Creatività italiana, croce e delizia. Tra immagine ed ingredienti

E' riconosciuto che, ormai, uno dei tratti distintivi della birra artigianale italiana sia la creatività, l'estro, il colpo inaspettato, la fantasia. Lo dicono ormai tutti.
Molte volte questo processo creativo parte sulla base di aggiunte di ingredienti "strani" che si intrufolano in ricette di stili consolidati.
Non mancano birre ottimamente riuscite, punte di eccellenza. Un ottimo spunto di riflessione mi si è presentato con questo breve articolo di Kuaska. Ma a mio parere questo, tutto sommato, è un punto a sfavore dell'italianità della birra artigianale, o meglio dell'intero movimento.
Troppo spesso, infatti, questo ha significato proporre qualcosa che tecnicamente il mondo della birra rifiutava per mancanza di senso o di abilità del birraio. Solo ultimamente, forse, lo spazio di questi ingredienti sta trovando una giusta dimensione, non forzando più di tanto l'utilizzo di strane aggiunte.
Ma ci riusciamo a slegare, ora come ora, da questa etichetta di movimento eclettico?
Spesso quando si legge di birra su quotidiani o riviste popolari, gli articoli riguardano la tale birra con aggiunta di fiori alpini, di aghi del tale bosco, di spezie della tale campagna e così via. Eccone un esempio.
Le birre in stile, allora, che fine fanno? Fare una birra in stile o innovativa nel merito di più stili, in un Paese a tradizione non prettamente birraria, non è degno di notizia e di clamore?
Sono sufficienti solo le medaglie che piovono a febbraio a far puntare gli occhi sui buoni birrai che hanno tirato su il movimento e continuano a dargli una spina dorsale?
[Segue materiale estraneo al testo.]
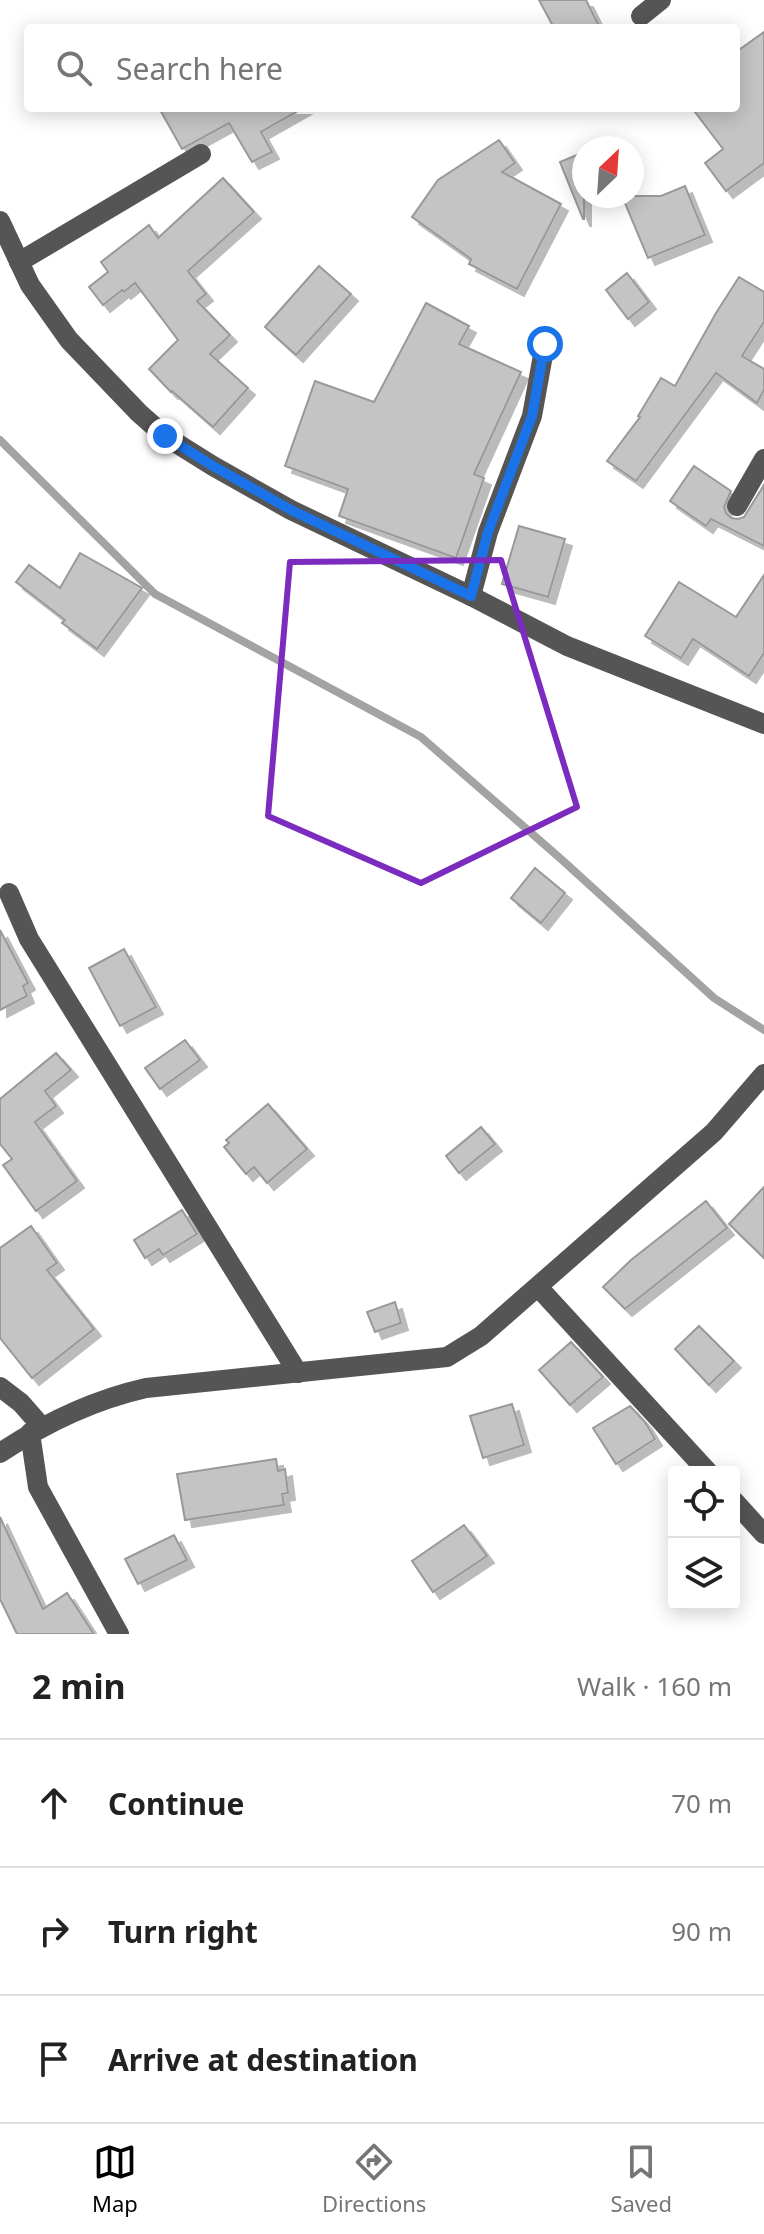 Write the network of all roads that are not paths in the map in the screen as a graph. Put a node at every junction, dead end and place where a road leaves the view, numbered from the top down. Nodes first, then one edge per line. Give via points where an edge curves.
1 (661, 0) edge
2 (641, 16) dead end
3 (201, 154) dead end
4 (0, 221) edge
5 (19, 262) junction
6 (545, 344) dead end
7 (764, 459) edge
8 (737, 506) dead end
9 (471, 596) junction
10 (764, 724) edge
11 (9, 893) dead end
12 (764, 1074) edge
13 (538, 1287) junction
14 (298, 1373) junction
15 (0, 1387) edge
16 (36, 1430) junction
17 (0, 1453) edge
18 (702, 1466) edge
19 (740, 1508) edge
20 (764, 1534) edge
21 (119, 1634) edge

1 - 2 street
3 - 5 street
4 - 5 street
5 - 9 street via 69,340 165,436 291,510
6 - 9 street via 532,416 488,532
7 - 8 street
9 - 10 street via 567,646
11 - 14 street via 29,939
12 - 13 street via 714,1132
13 - 14 street via 481,1336 447,1357
13 - 18 street
14 - 16 street via 146,1388 114,1395
15 - 16 street via 21,1403
16 - 17 street
16 - 21 street via 38,1487
19 - 20 street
La creatività, a mio parere, non è questo. La creatività si misura su più fronti, non già e non solo su quello produttivo.
Voglio tirare in ballo un altro tema correlato alla creatività.
Se davvero siamo il popolo più fantasioso del mondo, popolo di poeti e di marinai, di artisti...come è possibile vedere questa esplosione di fantasia in merito ad ingredienti e, contemporaneamente, un appiattimento delle idee riguardo a marketing e immagine?
Non sarà l'aspetto preponderante, ma secondo me dare il giusto peso anche a questo aspetto contribuirebbe a dare la giusta e meritata visibilità che certi progetti birrari imprenditoriali meriterebbero.
Mi riferisco ai nomi dei birrifici, ai nomi delle birre ed alle etichette.
Senza l'intento di toccare la sensibilità ed il lavoro di nessuno, vorrei descrivere la mia personale Top3 dei modi meno sensati di chiamare una birra.
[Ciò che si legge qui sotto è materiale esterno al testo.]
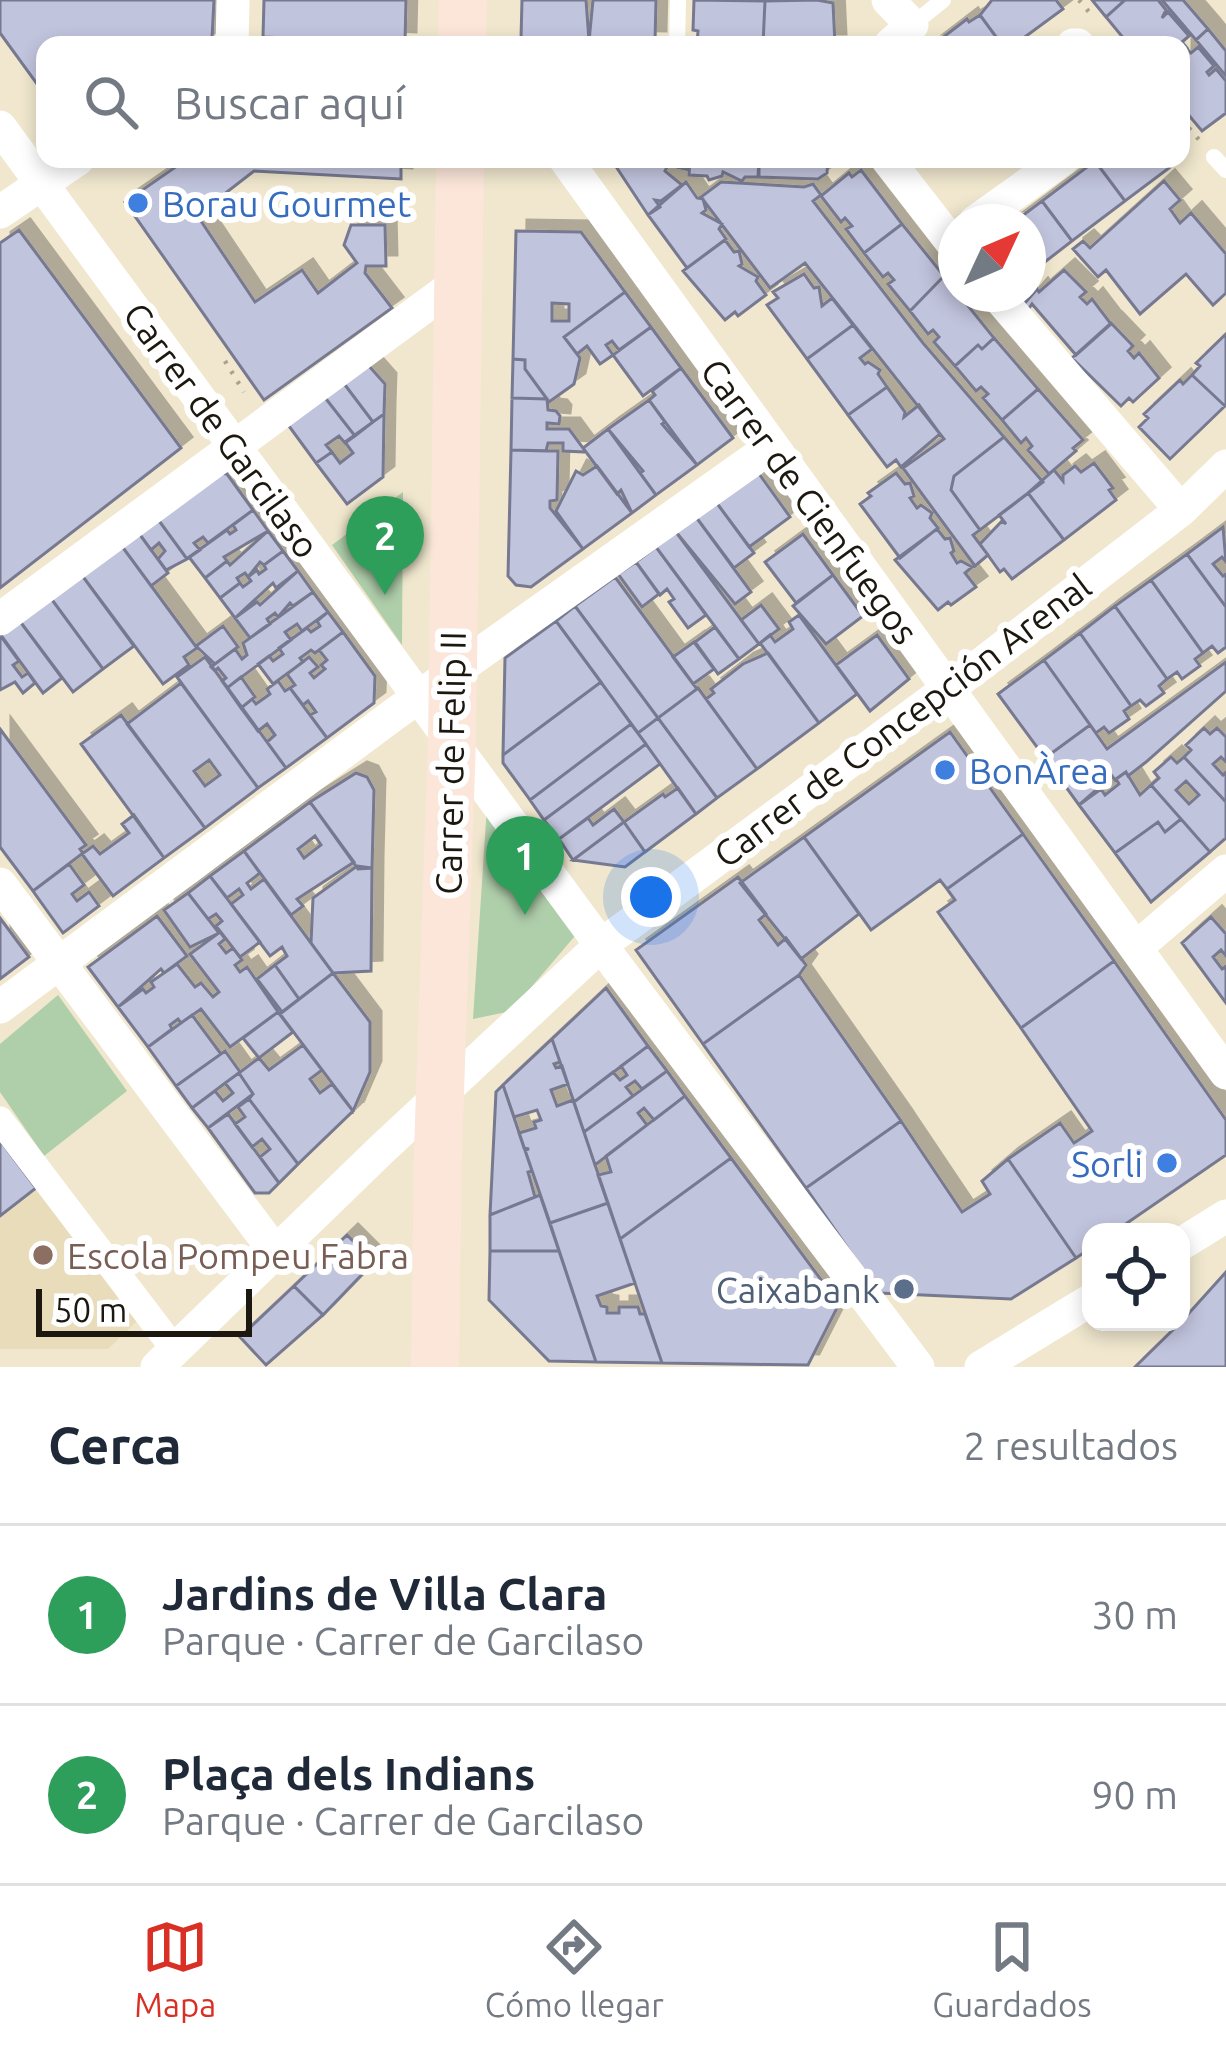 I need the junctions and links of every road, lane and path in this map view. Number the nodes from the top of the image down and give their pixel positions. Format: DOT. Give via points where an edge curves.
graph roads {
  1 [pos="233,0"];
  2 [pos="463,0"];
  3 [pos="678,0"];
  4 [pos="888,0"];
  5 [pos="943,0"];
  6 [pos="901,35"];
  7 [pos="232,36"];
  8 [pos="462,36"];
  9 [pos="677,36"];
  10 [pos="0,127"];
  11 [pos="1190,129"];
  12 [pos="1220,164"];
  13 [pos="63,168"];
  14 [pos="460,168"];
  15 [pos="577,168"];
  16 [pos="905,168"];
  17 [pos="1051,168"];
  18 [pos="42,181"];
  19 [pos="1003,204"];
  20 [pos="938,210"];
  21 [pos="0,212"];
  22 [pos="458,282"];
  23 [pos="1011,312"];
  24 [pos="225,361"];
  25 [pos="244,392"];
  26 [pos="235,446"];
  27 [pos="771,447"];
  28 [pos="1226,466"];
  29 [pos="1180,510"];
  30 [pos="0,619"];
  31 [pos="436,684"];
  32 [pos="947,690"];
  33 [pos="452,739"];
  34 [pos="1226,871"];
  35 [pos="0,884"];
  36 [pos="601,945"];
  37 [pos="1137,947"];
  38 [pos="59,963"];
  39 [pos="0,1007"];
  40 [pos="1226,1073"];
  41 [pos="440,1095"];
  42 [pos="0,1120"];
  43 [pos="1226,1216"];
  44 [pos="1190,1238"];
  45 [pos="276,1252"];
  46 [pos="1082,1305"];
  47 [pos="166,1359"];
  48 [pos="435,1367"];
  49 [pos="918,1367"];
  50 [pos="981,1367"];
  1 -- 7 [label="street"];
  2 -- 8 [label="main road"];
  3 -- 9 [label="lane"];
  4 -- 6 [label="street"];
  5 -- 6 [label="lane"];
  10 -- 18 [label="street, Carrer de Garcilaso"];
  11 -- 12 [label="path"];
  13 -- 18 [label="street"];
  14 -- 22 [label="main road, Carrer de Felip II"];
  15 -- 27 [label="street, Carrer de Cienfuegos"];
  16 -- 20 [label="street"];
  17 -- 19 [label="street"];
  18 -- 21 [label="street"];
  18 -- 26 [label="street, Carrer de Garcilaso"];
  22 -- 26 [label="street"];
  22 -- 31 [label="main road, Carrer de Felip II"];
  23 -- 29 [label="street"];
  24 -- 25 [label="path"];
  26 -- 30 [label="street"];
  26 -- 31 [label="street, Carrer de Garcilaso"];
  27 -- 31 [label="street"];
  27 -- 32 [label="street, Carrer de Cienfuegos"];
  28 -- 29 [label="street, Carrer de Concepción Arenal"];
  29 -- 32 [label="street, Carrer de Concepción Arenal"];
  31 -- 33 [label="main road, Carrer de Felip II"];
  31 -- 38 [label="street"];
  32 -- 36 [label="street, Carrer de Concepción Arenal"];
  32 -- 37 [label="street, Carrer de Cienfuegos"];
  33 -- 36 [label="street"];
  33 -- 41 [label="main road, Carrer de Felip II"];
  34 -- 37 [label="street"];
  35 -- 38 [label="street"];
  36 -- 41 [label="street, Carrer de Concepción Arenal"];
  36 -- 49 [label="street"];
  37 -- 40 [label="street, Carrer de Cienfuegos"];
  38 -- 39 [label="street"];
  38 -- 45 [label="street"];
  41 -- 45 [label="street, Carrer de Concepción Arenal"];
  41 -- 48 [label="main road, Carrer de Felip II"];
  42 -- 47 [label="street"];
  43 -- 44 [label="street"];
  45 -- 47 [label="street, Carrer de Concepción Arenal"];
  46 -- 50 [label="street"];
}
3 - Chiamare la birra usando il suffisso "-ale"
Per birre che appartengono alle alte fermentazioni (ale, appunto), francamente all'inizio era davvero molto bello, divertente, irriverente. Ma dopo aver girato ormai mezzo vocabolario, avvantaggiati dalla complessità della lingua italiana che permette numerosissime combinazioni etimologiche che scomodino queste tre letterine magiche, molti hanno mollato questo filone, ma non tutti. Ed ora chiunque sta riuscendo a trovare qualche altre parola in -ale, rischia davvero di deludere ben prima che facciano assaggiare la loro birra.
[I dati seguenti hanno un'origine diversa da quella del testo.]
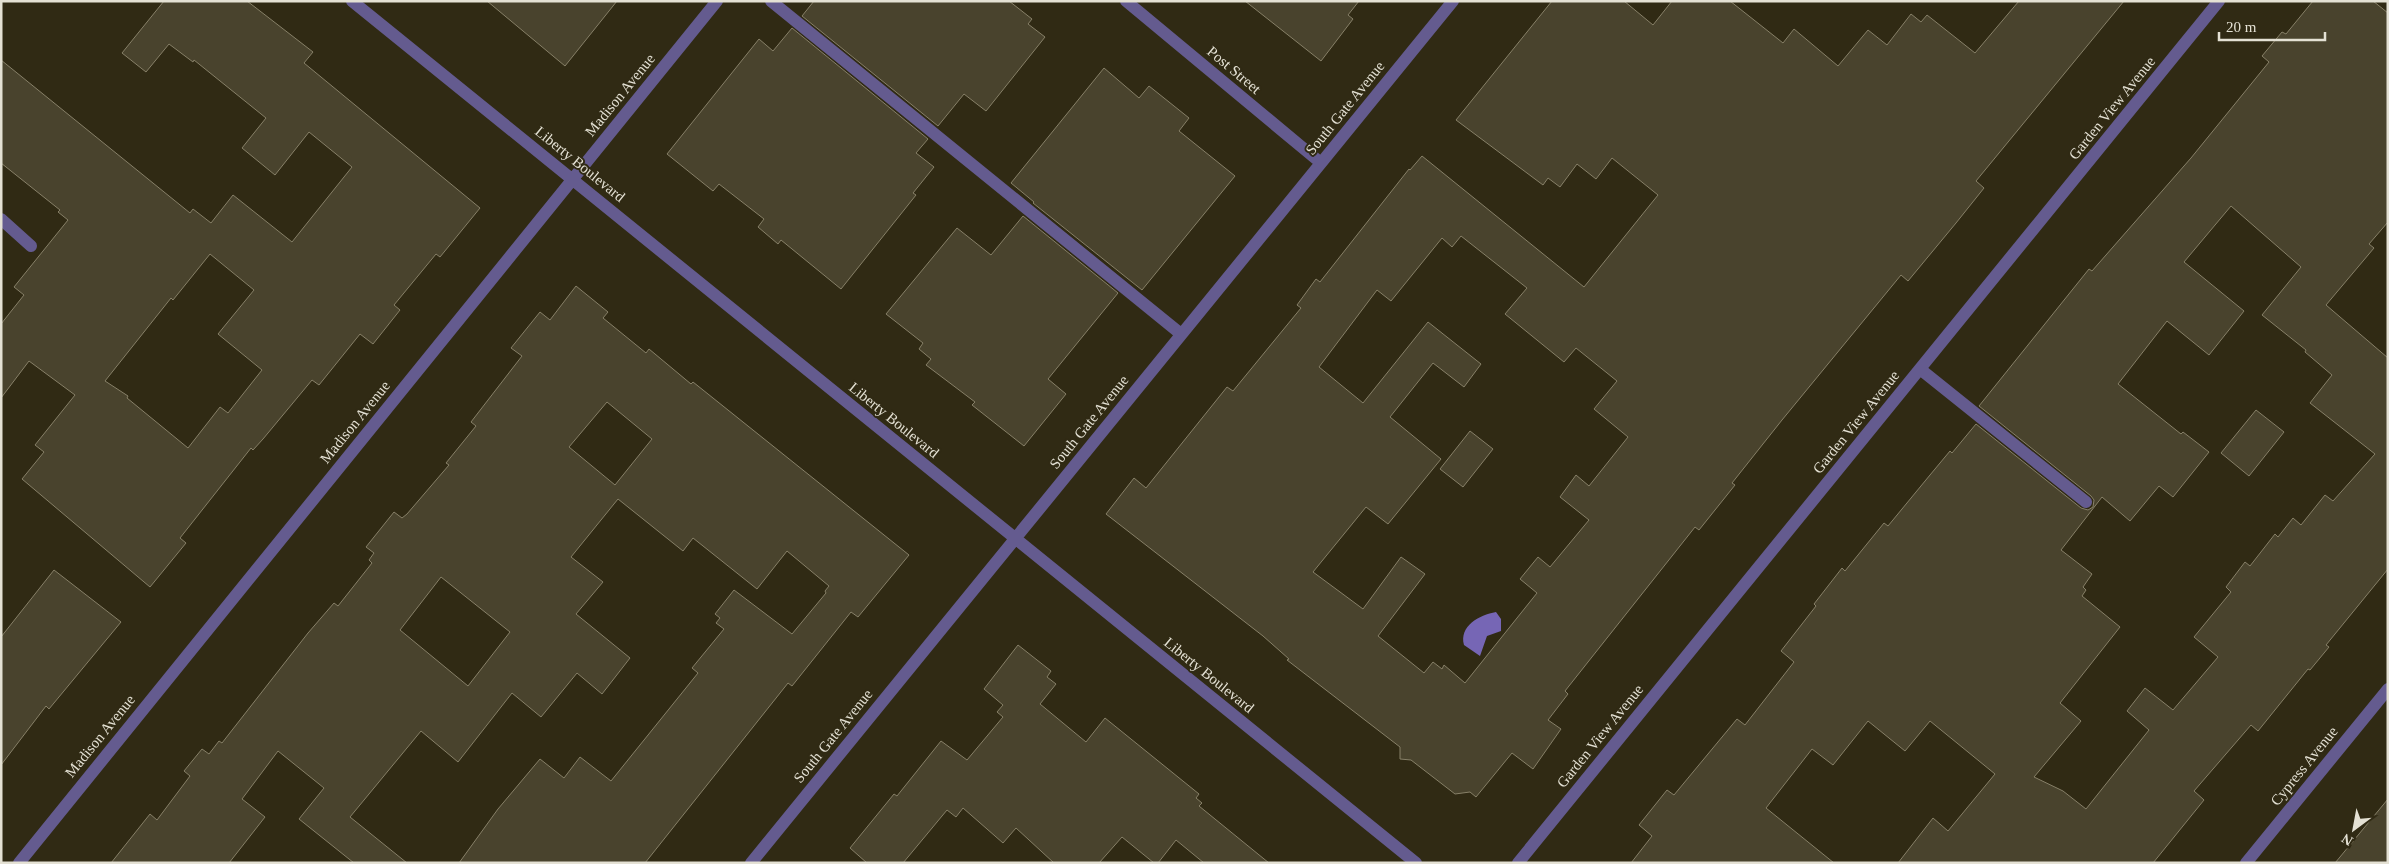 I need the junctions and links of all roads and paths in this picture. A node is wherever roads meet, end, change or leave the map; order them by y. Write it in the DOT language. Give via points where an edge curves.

2 - Chiamare la birra col nome del suo colore.
In teoria è il modo più immediato per comunicare già qualcosa, e cioè il colore. Questo è spesso andato bene per le birre industriali, ed ha cominciato a funzionare agli inizi del fenomeno artigianale in Italia. Se però si progredisce in termini di cultura birraria e si fanno enormi sforzi per educare il pubblico a non giudicare dal colore solamente, continuare ed incaponirsi ancora su questa strada lo vedo poco intelligente. Vorrei non vedere più su etichette La rossa, La verde, La bruna. Sarebbe molto più sensato ed appropriato chiamarle con gli stili omonimi, come anche i più blasonati birrifici americani, o i più tradizionali tedeschi e altri, fanno tuttora. Che so, Porterhouse Red Ale, Samuel Smith's Imperial Stout.

1 - Chiamare la birra con un numero
A mio parere, questo è tra i tre l'indicatore migliore di scarsa originalità e di pigrizia commerciale. Sicuramente alcuni numeri avranno significati particolari ed affettivi per ogni persona, ma quanto è probabile che un consumatore ricordi la tale birra per ritrovarla in un beershop o per comprarla online? Sarà La15, La54 o forse La30? Terno!

Io non ci credo che nomi migliori e che acchiappino più la fantasia del consumatore non ce ne siano. Il nome comunica già tanto. Con ossimori, crasi, giochi linguistici oltre a dare un'idea della birra in questione, ci si diverte anche, aggiungerei.
E' molto interessante un video che ho trovato sul sito beerology.ca. E' relativo alla serie/documentario tv canadese "What's in a name" in cui un nuovo birrificio, The Church Key, deve trovare un nome per la sua nuova birra. E' divertente analizzare come tutto è cominciato con l'avvento della globalizzazione e del mercato della birra in bottiglia, dopo cui il marketing ha spinto a cercare di rompere quella consuetudine, secondo la quale il nome delle birre e dei birrifici era legato ai cognomi dei proprietari (vedi Guinness, Labbat's) o alla località (vedi Budvar/Budweiser). Beh, è molto bello il sondaggio proposto ad una serie di esperti in cui si fa la prova ad ordinare al bancone la birra con diversi nomi papabili e si vede l'effetto che fa. Alla fine il nome che si sceglie è quello che è univoco, non crea fraintendimenti o confusione in chi è dietro al bancone, è identificativo di quella birra e solo di quella, e resta nella memoria.
Propongo e consiglio vivamente di concedersi 20 minuti di riflessione complessivi in questi due piccoli video della puntata.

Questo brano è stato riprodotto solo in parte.